**Records for processing**
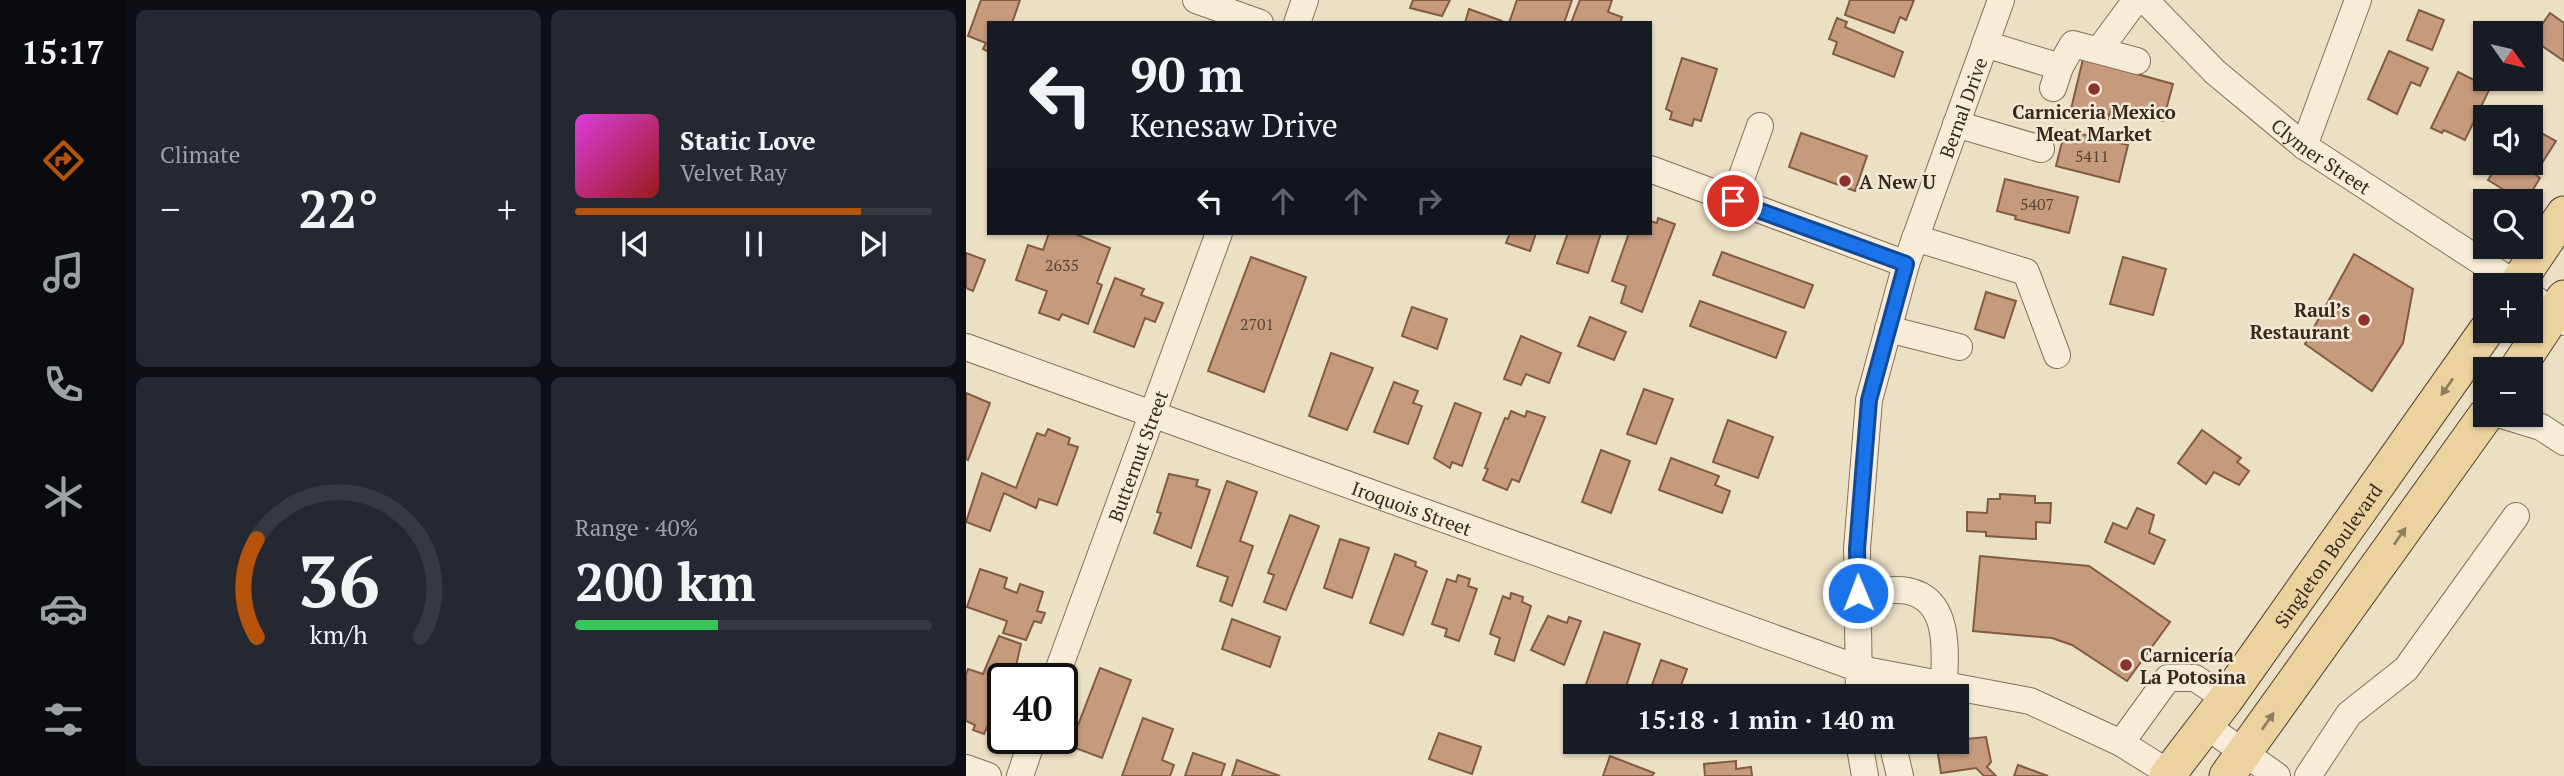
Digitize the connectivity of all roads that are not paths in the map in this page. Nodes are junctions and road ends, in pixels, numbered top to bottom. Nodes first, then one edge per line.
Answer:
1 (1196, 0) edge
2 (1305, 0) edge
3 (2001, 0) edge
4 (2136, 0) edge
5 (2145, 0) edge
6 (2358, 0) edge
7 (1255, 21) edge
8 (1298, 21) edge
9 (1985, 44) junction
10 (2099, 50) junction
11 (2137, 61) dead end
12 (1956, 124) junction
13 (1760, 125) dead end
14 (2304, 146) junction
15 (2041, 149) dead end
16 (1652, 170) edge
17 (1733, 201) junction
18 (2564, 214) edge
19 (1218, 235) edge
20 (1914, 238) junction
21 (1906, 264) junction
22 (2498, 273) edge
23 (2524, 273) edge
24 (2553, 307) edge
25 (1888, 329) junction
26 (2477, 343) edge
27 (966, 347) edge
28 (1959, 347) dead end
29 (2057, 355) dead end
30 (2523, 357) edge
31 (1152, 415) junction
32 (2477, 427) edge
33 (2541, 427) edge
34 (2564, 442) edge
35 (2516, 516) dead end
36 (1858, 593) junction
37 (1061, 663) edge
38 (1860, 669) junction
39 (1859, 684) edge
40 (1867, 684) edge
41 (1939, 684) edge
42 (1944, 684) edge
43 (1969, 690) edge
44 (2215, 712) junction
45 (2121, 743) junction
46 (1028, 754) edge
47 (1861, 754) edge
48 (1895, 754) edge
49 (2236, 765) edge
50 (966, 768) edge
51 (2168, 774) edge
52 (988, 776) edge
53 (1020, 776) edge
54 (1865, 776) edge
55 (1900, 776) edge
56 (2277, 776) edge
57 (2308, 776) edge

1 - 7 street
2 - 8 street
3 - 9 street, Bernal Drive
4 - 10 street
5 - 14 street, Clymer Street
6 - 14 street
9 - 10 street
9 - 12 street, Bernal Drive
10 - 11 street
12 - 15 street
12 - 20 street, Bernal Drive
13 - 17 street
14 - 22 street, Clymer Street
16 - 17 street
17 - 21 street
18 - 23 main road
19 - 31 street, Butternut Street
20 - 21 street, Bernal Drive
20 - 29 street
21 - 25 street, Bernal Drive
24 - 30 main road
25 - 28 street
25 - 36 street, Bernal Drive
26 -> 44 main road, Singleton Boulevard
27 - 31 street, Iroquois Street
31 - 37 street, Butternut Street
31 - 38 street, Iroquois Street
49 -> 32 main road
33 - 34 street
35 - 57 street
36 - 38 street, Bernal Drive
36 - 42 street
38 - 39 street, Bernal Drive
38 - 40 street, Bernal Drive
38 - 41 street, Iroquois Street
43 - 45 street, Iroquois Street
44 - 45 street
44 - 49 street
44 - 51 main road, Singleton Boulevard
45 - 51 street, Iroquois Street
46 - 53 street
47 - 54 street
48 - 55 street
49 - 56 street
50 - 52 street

**Assignment**
Copy out all lines of the material above in which "Butternut" occurs.

**Reply to the task**
19 - 31 street, Butternut Street
31 - 37 street, Butternut Street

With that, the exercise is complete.